The gulf between a buoyant Wall Street and withering Main Street, which has perplexed many investors for more than a month, was widened further on Friday by a rally in stocks despite the biggest decline in US payrolls on record. The benchmark S&P 500 index climbed 1.7 percent, back to levels last seen in September, months before coronavirus infections had first been identified. The technology-heavy Nasdaq Composite, which was up 1.6 percent, had already erased its losses for this year and is within striking distance of its all-time high. The two indices ended the week up 3.5 percent and 6 percent, respectively.

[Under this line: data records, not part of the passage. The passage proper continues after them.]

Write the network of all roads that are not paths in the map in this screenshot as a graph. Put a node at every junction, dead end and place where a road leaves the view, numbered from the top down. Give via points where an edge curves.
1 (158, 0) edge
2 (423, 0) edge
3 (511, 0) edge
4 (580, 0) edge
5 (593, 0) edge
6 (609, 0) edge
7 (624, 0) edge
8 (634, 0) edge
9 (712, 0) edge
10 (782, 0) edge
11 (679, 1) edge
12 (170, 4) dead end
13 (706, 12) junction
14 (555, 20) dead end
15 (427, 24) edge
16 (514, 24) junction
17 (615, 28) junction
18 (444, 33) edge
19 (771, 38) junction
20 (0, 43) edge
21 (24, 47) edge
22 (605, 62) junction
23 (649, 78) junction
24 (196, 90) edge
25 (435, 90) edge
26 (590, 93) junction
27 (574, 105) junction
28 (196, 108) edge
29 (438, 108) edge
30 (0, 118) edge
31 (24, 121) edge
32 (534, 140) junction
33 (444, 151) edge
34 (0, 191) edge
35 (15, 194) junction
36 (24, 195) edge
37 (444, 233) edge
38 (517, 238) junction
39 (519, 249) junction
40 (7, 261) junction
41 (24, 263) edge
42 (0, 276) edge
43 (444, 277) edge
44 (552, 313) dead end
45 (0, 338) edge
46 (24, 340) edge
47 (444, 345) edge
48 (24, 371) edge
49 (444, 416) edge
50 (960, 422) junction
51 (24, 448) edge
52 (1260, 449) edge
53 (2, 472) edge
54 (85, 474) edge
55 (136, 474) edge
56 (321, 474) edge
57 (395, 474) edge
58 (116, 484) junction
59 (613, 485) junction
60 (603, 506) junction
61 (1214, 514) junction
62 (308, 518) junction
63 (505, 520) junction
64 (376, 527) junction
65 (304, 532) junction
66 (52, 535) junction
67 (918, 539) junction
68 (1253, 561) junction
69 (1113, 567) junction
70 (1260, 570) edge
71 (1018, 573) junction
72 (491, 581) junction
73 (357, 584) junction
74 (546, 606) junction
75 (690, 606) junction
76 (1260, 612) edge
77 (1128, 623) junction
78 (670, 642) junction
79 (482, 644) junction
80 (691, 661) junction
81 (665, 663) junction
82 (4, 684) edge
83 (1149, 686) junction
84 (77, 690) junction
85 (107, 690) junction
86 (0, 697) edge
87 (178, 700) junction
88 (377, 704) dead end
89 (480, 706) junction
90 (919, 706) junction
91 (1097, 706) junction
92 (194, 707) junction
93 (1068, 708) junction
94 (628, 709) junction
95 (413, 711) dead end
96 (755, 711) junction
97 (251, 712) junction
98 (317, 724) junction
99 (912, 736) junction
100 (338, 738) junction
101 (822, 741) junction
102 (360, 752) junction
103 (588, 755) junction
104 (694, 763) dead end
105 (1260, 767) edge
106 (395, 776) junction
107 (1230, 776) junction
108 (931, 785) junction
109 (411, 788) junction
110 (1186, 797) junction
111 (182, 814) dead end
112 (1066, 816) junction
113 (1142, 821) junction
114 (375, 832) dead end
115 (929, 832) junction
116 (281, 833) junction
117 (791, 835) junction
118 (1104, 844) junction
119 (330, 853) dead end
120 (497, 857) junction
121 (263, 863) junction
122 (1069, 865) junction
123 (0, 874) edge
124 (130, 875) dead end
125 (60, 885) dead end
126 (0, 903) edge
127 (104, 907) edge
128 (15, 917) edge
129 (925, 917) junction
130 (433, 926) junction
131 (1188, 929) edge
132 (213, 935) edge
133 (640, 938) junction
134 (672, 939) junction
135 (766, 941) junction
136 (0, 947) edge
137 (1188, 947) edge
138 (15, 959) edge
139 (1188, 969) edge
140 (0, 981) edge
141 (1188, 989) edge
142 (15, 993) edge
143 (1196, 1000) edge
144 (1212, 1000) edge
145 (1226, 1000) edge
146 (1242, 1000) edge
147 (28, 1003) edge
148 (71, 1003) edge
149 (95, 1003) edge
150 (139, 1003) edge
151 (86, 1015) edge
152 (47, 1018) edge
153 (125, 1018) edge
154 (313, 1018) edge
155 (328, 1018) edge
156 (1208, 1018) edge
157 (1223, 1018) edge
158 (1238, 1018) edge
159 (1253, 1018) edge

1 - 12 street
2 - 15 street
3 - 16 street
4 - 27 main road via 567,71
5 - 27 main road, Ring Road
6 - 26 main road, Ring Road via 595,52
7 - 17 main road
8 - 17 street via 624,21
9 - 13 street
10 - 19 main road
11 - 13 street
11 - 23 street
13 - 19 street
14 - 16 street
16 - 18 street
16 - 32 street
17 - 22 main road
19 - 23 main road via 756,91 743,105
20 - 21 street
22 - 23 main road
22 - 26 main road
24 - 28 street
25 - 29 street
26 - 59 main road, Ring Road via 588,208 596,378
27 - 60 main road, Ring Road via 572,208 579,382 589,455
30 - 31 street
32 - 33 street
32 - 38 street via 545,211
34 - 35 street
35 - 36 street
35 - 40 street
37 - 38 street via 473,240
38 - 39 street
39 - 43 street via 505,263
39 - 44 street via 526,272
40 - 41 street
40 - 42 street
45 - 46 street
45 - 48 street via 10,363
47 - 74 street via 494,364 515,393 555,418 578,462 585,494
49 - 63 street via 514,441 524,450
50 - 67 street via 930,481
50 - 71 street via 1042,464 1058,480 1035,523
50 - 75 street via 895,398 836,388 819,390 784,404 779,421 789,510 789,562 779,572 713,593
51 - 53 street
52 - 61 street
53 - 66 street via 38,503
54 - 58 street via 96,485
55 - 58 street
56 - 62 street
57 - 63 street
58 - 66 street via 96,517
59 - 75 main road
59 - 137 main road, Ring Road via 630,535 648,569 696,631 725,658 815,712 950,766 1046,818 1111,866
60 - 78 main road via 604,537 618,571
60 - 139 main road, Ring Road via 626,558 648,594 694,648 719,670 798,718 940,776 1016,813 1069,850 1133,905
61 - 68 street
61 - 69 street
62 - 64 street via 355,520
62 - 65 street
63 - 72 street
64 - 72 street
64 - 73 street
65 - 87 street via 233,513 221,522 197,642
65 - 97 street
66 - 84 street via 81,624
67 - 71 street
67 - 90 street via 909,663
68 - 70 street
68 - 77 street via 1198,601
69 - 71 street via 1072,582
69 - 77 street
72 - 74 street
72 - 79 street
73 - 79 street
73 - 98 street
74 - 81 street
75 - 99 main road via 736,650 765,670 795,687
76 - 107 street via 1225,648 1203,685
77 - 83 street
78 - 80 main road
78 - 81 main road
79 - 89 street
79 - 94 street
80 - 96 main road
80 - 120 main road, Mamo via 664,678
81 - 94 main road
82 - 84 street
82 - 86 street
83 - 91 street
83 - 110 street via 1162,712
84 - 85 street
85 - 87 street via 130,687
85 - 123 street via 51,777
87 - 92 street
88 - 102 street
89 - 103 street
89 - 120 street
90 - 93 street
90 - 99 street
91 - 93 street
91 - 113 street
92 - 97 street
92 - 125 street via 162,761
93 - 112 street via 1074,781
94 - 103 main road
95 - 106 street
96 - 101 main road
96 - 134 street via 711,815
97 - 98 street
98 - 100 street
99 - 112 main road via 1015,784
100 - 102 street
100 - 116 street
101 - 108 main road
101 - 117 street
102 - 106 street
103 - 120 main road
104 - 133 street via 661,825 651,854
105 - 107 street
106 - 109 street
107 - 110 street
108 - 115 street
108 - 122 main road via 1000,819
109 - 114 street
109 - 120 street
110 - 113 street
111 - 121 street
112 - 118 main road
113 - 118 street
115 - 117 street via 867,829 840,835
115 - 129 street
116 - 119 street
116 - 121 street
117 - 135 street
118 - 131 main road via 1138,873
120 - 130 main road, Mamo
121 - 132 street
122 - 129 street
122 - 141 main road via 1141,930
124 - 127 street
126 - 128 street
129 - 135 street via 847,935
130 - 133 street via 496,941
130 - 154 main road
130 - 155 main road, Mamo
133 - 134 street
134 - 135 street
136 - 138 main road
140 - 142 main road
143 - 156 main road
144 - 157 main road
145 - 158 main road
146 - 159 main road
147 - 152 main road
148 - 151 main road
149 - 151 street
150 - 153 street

Those gains came in the week government data confirmed more than 20m Americans were cut from payrolls last month and household names in the retail sector filed for bankruptcy. “Stocks have decoupled from the economy,” Kristina Hooper, chief global market strategist at Invesco, said. Investors have pointed repeatedly to one force that has driven global asset prices higher: swift actions from the Federal Reserve, the European Central Bank and the Bank of Japan. It has been enough, at least for now, to outweigh the economic toll since business activity in the developed world ground to a halt. “The Fed has really altered the landscape for capital markets,” Ms Hooper said. “By providing such extraordinary and somewhat experimental monetary policy, it has altered risk and reward profiles for asset classes.”
The Fed alone has snapped up roughly $1.5tn of Treasuries over the past two months, having committed to buying an unlimited quantity of government securities. Beyond its historic asset purchase programs and slashing interest rates close to zero, the US central bank has also rolled out emergency measures to shore up the markets for commercial paper, municipal debt and corporate credit, among others.